> **WORK INSTRUCTIONS**:
The expected answer is the full listing, repeated exactly and free of images.

> **DATA FOR ANALYSIS**:
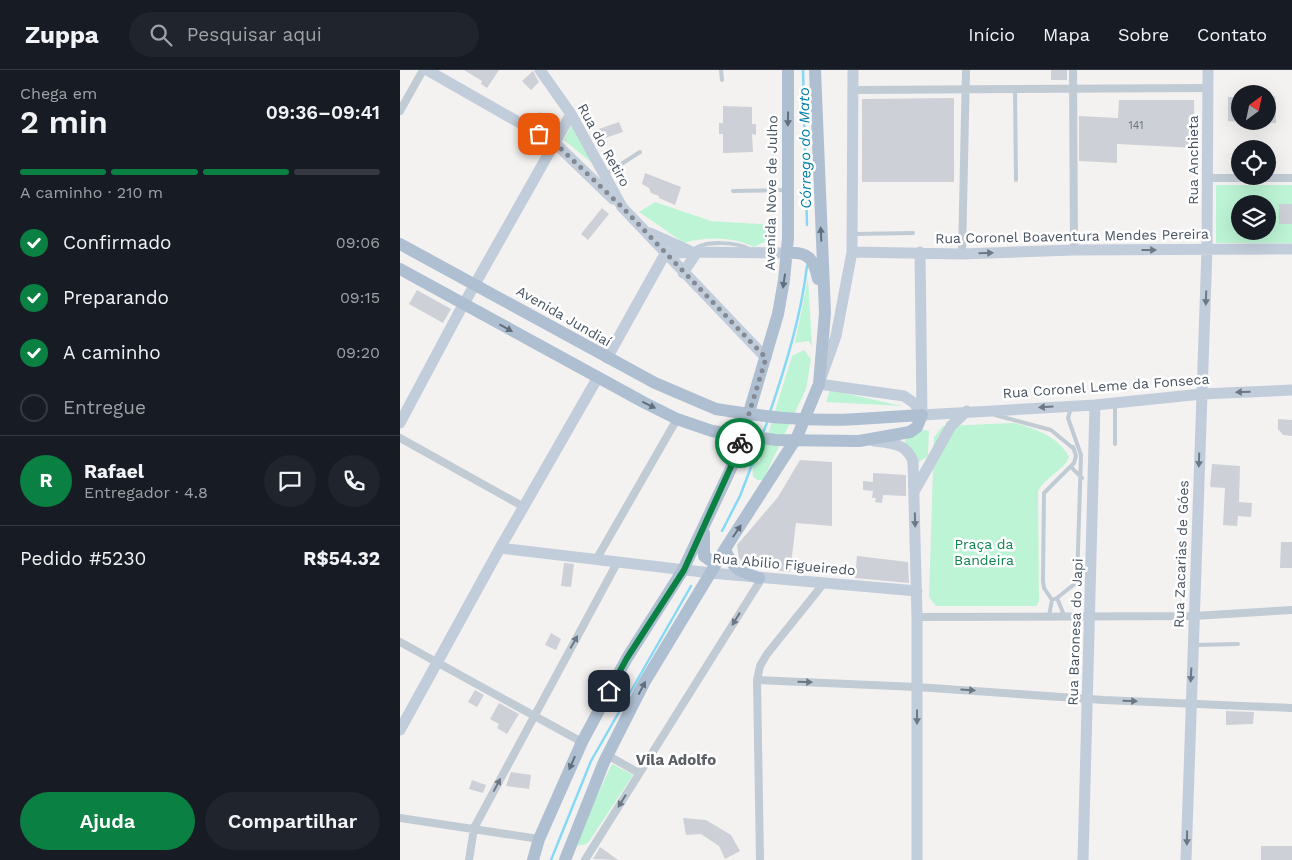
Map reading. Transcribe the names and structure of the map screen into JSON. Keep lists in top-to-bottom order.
{
  "streets": {
    "main road": ["Avenida Nove de Julho", "Avenida Jundiaí"],
    "street": [
      "Rua do Retiro",
      "Rua Anchieta",
      "Rua Coronel Boaventura Mendes Pereira",
      "Rua Coronel Leme da Fonseca",
      "Rua Zacarias de Góes",
      "Rua Abilio Figueiredo",
      "Rua Baronesa do Japi"
    ]
  },
  "crossings": [
    ["Rua do Retiro", "Avenida Nove de Julho"],
    ["Rua Anchieta", "Rua Coronel Boaventura Mendes Pereira"],
    ["Rua Anchieta", "Rua Zacarias de Góes"],
    ["Avenida Nove de Julho", "Rua Abilio Figueiredo"],
    ["Rua Coronel Boaventura Mendes Pereira", "Rua Zacarias de Góes"],
    ["Avenida Jundiaí", "Rua Coronel Leme da Fonseca"],
    ["Rua Coronel Leme da Fonseca", "Rua Zacarias de Góes"],
    ["Rua Coronel Leme da Fonseca", "Rua Baronesa do Japi"]
  ],
  "one_way": ["Rua Coronel Boaventura Mendes Pereira", "Rua Coronel Leme da Fonseca", "Rua Zacarias de Góes"],
  "districts": ["Vila Adolfo"],
  "water": ["Córrego do Mato"],
  "parks": ["Praça da Bandeira"],
  "house_numbers": ["141"],
  "north": "top right",
  "page": {
    "header": "Zuppa",
    "search": "Pesquisar aqui",
    "nav": [
      "Início",
      "Mapa",
      "Sobre",
      "Contato"
    ],
    "heading": ["2 min", "Chega em", "09:36–09:41"],
    "panel": [
      "Rafael",
      "Entregador · 4.8",
      "Pedido #5230",
      "R$54.32"
    ],
    "bar": "A caminho · 210 m",
    "list": [
      ["Confirmado", "09:06"],
      ["Preparando", "09:15"],
      ["A caminho", "09:20"],
      "Entregue"
    ],
    "round": "R",
    "buttons": ["Ajuda", "Compartilhar"]
  }
}
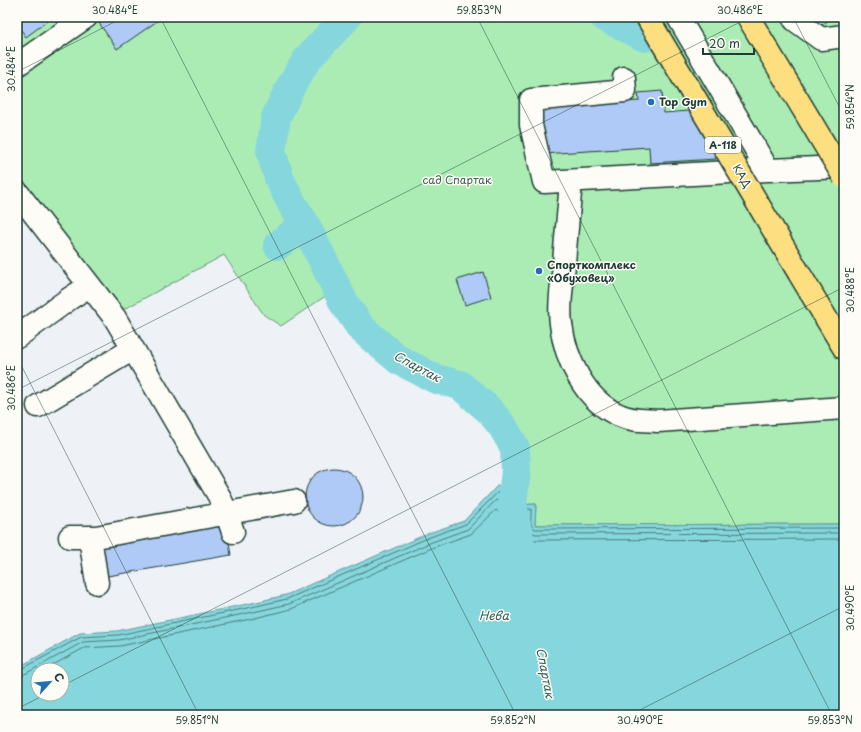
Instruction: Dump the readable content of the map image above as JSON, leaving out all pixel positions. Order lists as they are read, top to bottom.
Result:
{
  "streets": {
    "highway": ["А-118", "КАД"]
  },
  "water": ["Спартак", "Нева"],
  "parks": ["сад Спартак"],
  "places": ["Top Gym", "Спорткомплекс «Обуховец»"],
  "scale_bar": "20 m",
  "north": "top right",
  "coordinates": [
    "30.484°E",
    "59.853°N",
    "30.486°E",
    "59.854°N",
    "30.488°E",
    "30.490°E",
    "59.851°N",
    "59.852°N"
  ]
}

> **ANSWER SECTION**:
Map reading. Transcribe the names and structure of the map screen into JSON. Keep lists in top-to-bottom order.
{
  "streets": {
    "main road": ["Avenida Nove de Julho", "Avenida Jundiaí"],
    "street": [
      "Rua do Retiro",
      "Rua Anchieta",
      "Rua Coronel Boaventura Mendes Pereira",
      "Rua Coronel Leme da Fonseca",
      "Rua Zacarias de Góes",
      "Rua Abilio Figueiredo",
      "Rua Baronesa do Japi"
    ]
  },
  "crossings": [
    ["Rua do Retiro", "Avenida Nove de Julho"],
    ["Rua Anchieta", "Rua Coronel Boaventura Mendes Pereira"],
    ["Rua Anchieta", "Rua Zacarias de Góes"],
    ["Avenida Nove de Julho", "Rua Abilio Figueiredo"],
    ["Rua Coronel Boaventura Mendes Pereira", "Rua Zacarias de Góes"],
    ["Avenida Jundiaí", "Rua Coronel Leme da Fonseca"],
    ["Rua Coronel Leme da Fonseca", "Rua Zacarias de Góes"],
    ["Rua Coronel Leme da Fonseca", "Rua Baronesa do Japi"]
  ],
  "one_way": ["Rua Coronel Boaventura Mendes Pereira", "Rua Coronel Leme da Fonseca", "Rua Zacarias de Góes"],
  "districts": ["Vila Adolfo"],
  "water": ["Córrego do Mato"],
  "parks": ["Praça da Bandeira"],
  "house_numbers": ["141"],
  "north": "top right",
  "page": {
    "header": "Zuppa",
    "search": "Pesquisar aqui",
    "nav": [
      "Início",
      "Mapa",
      "Sobre",
      "Contato"
    ],
    "heading": ["2 min", "Chega em", "09:36–09:41"],
    "panel": [
      "Rafael",
      "Entregador · 4.8",
      "Pedido #5230",
      "R$54.32"
    ],
    "bar": "A caminho · 210 m",
    "list": [
      ["Confirmado", "09:06"],
      ["Preparando", "09:15"],
      ["A caminho", "09:20"],
      "Entregue"
    ],
    "round": "R",
    "buttons": ["Ajuda", "Compartilhar"]
  }
}
Instruction: Dump the readable content of the map image above as JSON, leaving out all pixel positions. Order lists as they are read, top to bottom.
Result:
{
  "streets": {
    "highway": ["А-118", "КАД"]
  },
  "water": ["Спартак", "Нева"],
  "parks": ["сад Спартак"],
  "places": ["Top Gym", "Спорткомплекс «Обуховец»"],
  "scale_bar": "20 m",
  "north": "top right",
  "coordinates": [
    "30.484°E",
    "59.853°N",
    "30.486°E",
    "59.854°N",
    "30.488°E",
    "30.490°E",
    "59.851°N",
    "59.852°N"
  ]
}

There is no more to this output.